▸ **TASK DETAILS**:
Your output must be a faithful copy of the listing underneath.

▸ **THE RECORDS**:
——

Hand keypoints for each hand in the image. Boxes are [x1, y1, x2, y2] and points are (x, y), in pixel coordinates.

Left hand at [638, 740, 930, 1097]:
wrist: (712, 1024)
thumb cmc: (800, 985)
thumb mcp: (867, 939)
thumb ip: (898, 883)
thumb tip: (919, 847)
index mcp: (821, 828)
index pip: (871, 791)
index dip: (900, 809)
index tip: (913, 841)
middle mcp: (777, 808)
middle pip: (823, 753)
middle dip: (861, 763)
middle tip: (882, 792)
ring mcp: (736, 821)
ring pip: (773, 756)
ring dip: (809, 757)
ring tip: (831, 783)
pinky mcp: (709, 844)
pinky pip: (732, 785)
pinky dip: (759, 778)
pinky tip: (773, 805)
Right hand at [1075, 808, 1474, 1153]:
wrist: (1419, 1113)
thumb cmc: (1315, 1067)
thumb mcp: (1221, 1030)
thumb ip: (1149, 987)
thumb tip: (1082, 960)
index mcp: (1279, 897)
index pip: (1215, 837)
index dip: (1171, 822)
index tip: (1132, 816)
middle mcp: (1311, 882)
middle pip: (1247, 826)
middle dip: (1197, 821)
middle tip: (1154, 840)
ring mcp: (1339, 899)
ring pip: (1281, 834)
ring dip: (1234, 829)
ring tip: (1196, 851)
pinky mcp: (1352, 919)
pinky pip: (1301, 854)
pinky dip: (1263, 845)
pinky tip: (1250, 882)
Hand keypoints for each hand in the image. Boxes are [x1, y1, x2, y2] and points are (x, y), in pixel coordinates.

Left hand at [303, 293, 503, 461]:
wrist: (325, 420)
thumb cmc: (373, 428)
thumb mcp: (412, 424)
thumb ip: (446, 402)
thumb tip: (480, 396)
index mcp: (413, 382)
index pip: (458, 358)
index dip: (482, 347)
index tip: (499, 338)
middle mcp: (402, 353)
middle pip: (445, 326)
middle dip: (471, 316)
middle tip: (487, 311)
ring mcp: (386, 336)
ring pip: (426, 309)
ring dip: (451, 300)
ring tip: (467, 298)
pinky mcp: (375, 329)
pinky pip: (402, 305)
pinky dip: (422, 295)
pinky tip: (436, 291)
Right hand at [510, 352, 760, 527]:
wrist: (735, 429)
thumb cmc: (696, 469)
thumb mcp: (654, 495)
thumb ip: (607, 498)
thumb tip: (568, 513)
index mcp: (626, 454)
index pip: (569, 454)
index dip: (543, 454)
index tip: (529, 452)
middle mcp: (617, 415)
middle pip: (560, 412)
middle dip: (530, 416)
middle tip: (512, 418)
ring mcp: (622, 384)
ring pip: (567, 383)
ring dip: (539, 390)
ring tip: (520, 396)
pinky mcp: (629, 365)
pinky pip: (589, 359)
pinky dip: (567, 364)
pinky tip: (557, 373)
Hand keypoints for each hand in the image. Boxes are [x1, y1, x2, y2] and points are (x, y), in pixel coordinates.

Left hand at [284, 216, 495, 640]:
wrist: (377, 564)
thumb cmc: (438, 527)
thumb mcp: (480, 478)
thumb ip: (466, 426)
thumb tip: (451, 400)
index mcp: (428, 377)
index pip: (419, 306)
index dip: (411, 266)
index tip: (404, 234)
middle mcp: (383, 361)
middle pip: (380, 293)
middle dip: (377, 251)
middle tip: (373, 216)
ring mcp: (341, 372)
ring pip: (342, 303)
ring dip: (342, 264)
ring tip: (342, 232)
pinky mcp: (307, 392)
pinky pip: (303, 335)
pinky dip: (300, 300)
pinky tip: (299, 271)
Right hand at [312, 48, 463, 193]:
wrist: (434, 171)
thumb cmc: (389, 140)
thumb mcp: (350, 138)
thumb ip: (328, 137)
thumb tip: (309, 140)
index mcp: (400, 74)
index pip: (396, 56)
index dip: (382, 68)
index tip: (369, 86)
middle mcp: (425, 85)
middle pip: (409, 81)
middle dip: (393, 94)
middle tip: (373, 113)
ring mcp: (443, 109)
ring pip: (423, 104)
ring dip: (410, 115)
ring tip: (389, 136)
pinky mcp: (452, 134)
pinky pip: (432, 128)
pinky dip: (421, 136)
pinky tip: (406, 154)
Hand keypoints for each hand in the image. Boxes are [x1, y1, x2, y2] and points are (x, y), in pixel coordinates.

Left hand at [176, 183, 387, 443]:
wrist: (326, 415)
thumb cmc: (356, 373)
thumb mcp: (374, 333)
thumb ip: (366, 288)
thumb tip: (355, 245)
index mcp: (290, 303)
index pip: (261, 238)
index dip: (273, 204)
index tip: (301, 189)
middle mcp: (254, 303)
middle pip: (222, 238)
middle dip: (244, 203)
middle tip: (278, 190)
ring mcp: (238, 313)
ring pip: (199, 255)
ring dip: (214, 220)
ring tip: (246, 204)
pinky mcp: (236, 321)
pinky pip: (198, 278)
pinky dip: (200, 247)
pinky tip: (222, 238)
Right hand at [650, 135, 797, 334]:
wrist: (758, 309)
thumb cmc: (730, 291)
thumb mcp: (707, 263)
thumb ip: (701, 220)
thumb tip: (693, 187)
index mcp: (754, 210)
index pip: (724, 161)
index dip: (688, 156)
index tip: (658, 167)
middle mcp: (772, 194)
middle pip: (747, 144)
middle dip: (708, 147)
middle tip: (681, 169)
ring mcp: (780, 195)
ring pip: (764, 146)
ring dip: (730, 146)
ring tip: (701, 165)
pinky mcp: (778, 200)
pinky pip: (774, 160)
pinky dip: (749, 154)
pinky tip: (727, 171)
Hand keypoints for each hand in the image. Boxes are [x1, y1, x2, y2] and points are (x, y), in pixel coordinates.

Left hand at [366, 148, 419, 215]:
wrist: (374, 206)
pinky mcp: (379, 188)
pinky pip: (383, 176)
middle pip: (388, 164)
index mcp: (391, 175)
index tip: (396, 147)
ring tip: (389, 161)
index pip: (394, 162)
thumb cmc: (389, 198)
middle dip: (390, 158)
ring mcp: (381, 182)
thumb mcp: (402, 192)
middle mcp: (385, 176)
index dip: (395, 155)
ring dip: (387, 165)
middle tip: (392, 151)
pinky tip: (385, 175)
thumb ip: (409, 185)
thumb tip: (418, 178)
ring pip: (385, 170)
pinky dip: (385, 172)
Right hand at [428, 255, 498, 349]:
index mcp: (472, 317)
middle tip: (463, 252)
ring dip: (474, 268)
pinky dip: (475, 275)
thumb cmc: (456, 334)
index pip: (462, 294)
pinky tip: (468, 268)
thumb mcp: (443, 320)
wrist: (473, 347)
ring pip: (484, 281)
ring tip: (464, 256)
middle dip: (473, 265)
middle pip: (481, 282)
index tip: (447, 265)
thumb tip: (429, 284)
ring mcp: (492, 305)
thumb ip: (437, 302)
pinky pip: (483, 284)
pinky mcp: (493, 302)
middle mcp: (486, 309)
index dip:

——

▸ **ANSWER TO THE PROBLEM**:
Hand keypoints for each hand in the image. Boxes are [x1, y1, x2, y2] and points are (x, y), in pixel coordinates.

Left hand at [638, 740, 930, 1097]:
wrist: (712, 1024)
thumb cmc: (800, 985)
thumb mcp: (867, 939)
thumb ip: (898, 883)
thumb tip: (919, 847)
index mcp: (821, 828)
index pip: (871, 791)
index dip: (900, 809)
index tip: (913, 841)
middle mcp: (777, 808)
middle pip: (823, 753)
middle dip: (861, 763)
middle tip: (882, 792)
ring mcp: (736, 821)
ring pip: (773, 756)
ring dip: (809, 757)
ring tip: (831, 783)
pinky mcp: (709, 844)
pinky pip: (732, 785)
pinky dip: (759, 778)
pinky tip: (773, 805)
Right hand at [1075, 808, 1474, 1153]:
wrist: (1419, 1113)
thumb cmc: (1315, 1067)
thumb mcp: (1221, 1030)
thumb ip: (1149, 987)
thumb tip: (1082, 960)
index mcp: (1279, 897)
index pip: (1215, 837)
index dip: (1171, 822)
index tip: (1132, 816)
middle mcp: (1311, 882)
middle pip: (1247, 826)
middle dip: (1197, 821)
middle tip: (1154, 840)
ring mcp: (1339, 899)
ring pip: (1281, 834)
ring dip: (1234, 829)
ring tip: (1196, 851)
pinky mcp: (1352, 919)
pinky pip: (1301, 854)
pinky dip: (1263, 845)
pinky tip: (1250, 882)
Hand keypoints for each hand in the image. Boxes are [x1, y1, x2, y2] and points are (x, y), in pixel coordinates.

Left hand at [303, 293, 503, 461]:
wrist: (325, 420)
thumb cmc: (373, 428)
thumb mcp: (412, 424)
thumb ip: (446, 402)
thumb tip: (480, 396)
index mcp: (413, 382)
index pip: (458, 358)
index dip: (482, 347)
index tip: (499, 338)
middle mcp: (402, 353)
middle pip: (445, 326)
middle dip: (471, 316)
middle tip: (487, 311)
ring mcp: (386, 336)
ring pip: (426, 309)
ring dip: (451, 300)
ring tip: (467, 298)
pinky mcp: (375, 329)
pinky pip: (402, 305)
pinky dip: (422, 295)
pinky tip: (436, 291)
Right hand at [510, 352, 760, 527]:
wrist: (735, 429)
thumb cmc: (696, 469)
thumb mcp: (654, 495)
thumb ip: (607, 498)
thumb tip: (568, 513)
index mcp: (626, 454)
index pip: (569, 454)
index dip: (543, 454)
index tip: (529, 452)
middle mcp: (617, 415)
middle pip: (560, 412)
middle dip: (530, 416)
middle tip: (512, 418)
ring mcp: (622, 384)
ring pip: (567, 383)
ring dip: (539, 390)
ring tip: (520, 396)
pinky mcp: (629, 365)
pinky pip: (589, 359)
pinky dip: (567, 364)
pinky tip: (557, 373)
Hand keypoints for each hand in the image. Boxes are [x1, y1, x2, y2] and points are (x, y), in pixel coordinates.

Left hand at [284, 216, 495, 640]:
wrist: (377, 564)
thumb cmc: (438, 527)
thumb mcp: (480, 478)
thumb ip: (466, 426)
thumb tip: (451, 400)
index mcp: (428, 377)
index pip: (419, 306)
index dip: (411, 266)
index tip: (404, 234)
middle mcp: (383, 361)
middle pip: (380, 293)
middle dip: (377, 251)
middle tip: (373, 216)
ring mcp: (341, 372)
ring pip: (342, 303)
ring dip: (342, 264)
ring tip: (342, 232)
pinky mcp: (307, 392)
pinky pip: (303, 335)
pinky dip: (300, 300)
pinky tip: (299, 271)
Right hand at [312, 48, 463, 193]:
wrist: (434, 171)
thumb cmc: (389, 140)
thumb mcp: (350, 138)
thumb ip: (328, 137)
thumb tip: (309, 140)
index mcp: (400, 74)
index pip: (396, 56)
index dip: (382, 68)
index tip: (369, 86)
middle mcp: (425, 85)
middle pip: (409, 81)
middle dip: (393, 94)
middle tip: (373, 113)
ring mcp: (443, 109)
ring pip: (423, 104)
ring dip: (410, 115)
ring tip: (389, 136)
pinky mcp: (452, 134)
pinky pip: (432, 128)
pinky dip: (421, 136)
pinky tip: (406, 154)
Hand keypoints for each hand in the image. Boxes are [x1, y1, x2, y2] and points are (x, y), in pixel coordinates.

Left hand at [176, 183, 387, 443]:
wrist: (326, 415)
thumb cmc: (356, 373)
thumb mcp: (374, 333)
thumb ip: (366, 288)
thumb tip: (355, 245)
index mcp: (290, 303)
index pip: (261, 238)
index dip: (273, 204)
index tip: (301, 189)
middle mcp: (254, 303)
middle pip: (222, 238)
middle dip: (244, 203)
middle tip: (278, 190)
ring mcp: (238, 313)
ring pip: (199, 255)
ring dip: (214, 220)
ring tip: (246, 204)
pinky mcp: (236, 321)
pinky pip: (198, 278)
pinky dip: (200, 247)
pinky tip: (222, 238)
Right hand at [650, 135, 797, 334]:
wrist: (758, 309)
thumb cmc: (730, 291)
thumb mcp: (707, 263)
thumb ip: (701, 220)
thumb tip: (693, 187)
index mcp: (754, 210)
index pip: (724, 161)
index dip: (688, 156)
index tip: (658, 167)
middle mcp: (772, 194)
middle pip: (747, 144)
middle dip: (708, 147)
middle tip: (681, 169)
ring mcp: (780, 195)
ring pip: (764, 146)
ring dip: (730, 146)
ring tip: (701, 165)
pinky mcp: (778, 200)
pinky pip: (774, 160)
pinky dip: (749, 154)
pinky tip: (727, 171)
Hand keypoints for each hand in the image. Boxes are [x1, y1, x2, y2] and points are (x, y), in pixel coordinates.

Left hand at [366, 148, 419, 215]:
wrist: (374, 206)
pinky mcp: (379, 188)
pinky pip: (383, 176)
middle pip: (388, 164)
index mcp: (391, 175)
index tip: (396, 147)
ring tip: (389, 161)
index pip: (394, 162)
thumb cmc: (389, 198)
middle dip: (390, 158)
ring mcp: (381, 182)
thumb mcp: (402, 192)
middle mcp: (385, 176)
index dip: (395, 155)
ring dip: (387, 165)
middle tip: (392, 151)
pinky tip: (385, 175)
thumb ip: (409, 185)
thumb tip: (418, 178)
ring pip: (385, 170)
pinky dip: (385, 172)
Right hand at [428, 255, 498, 349]:
index mcp: (472, 317)
middle tip: (463, 252)
ring dip: (474, 268)
pinky dip: (475, 275)
thumb cmc: (456, 334)
index pip: (462, 294)
pinky tip: (468, 268)
thumb mcp: (443, 320)
wrist: (473, 347)
ring pip: (484, 281)
ring tip: (464, 256)
middle dip: (473, 265)
middle pip: (481, 282)
index tip: (447, 265)
thumb tip: (429, 284)
ring mcp: (492, 305)
thumb ip: (437, 302)
pinky pip: (483, 284)
pinky mcp: (493, 302)
middle mcp: (486, 309)
index dip:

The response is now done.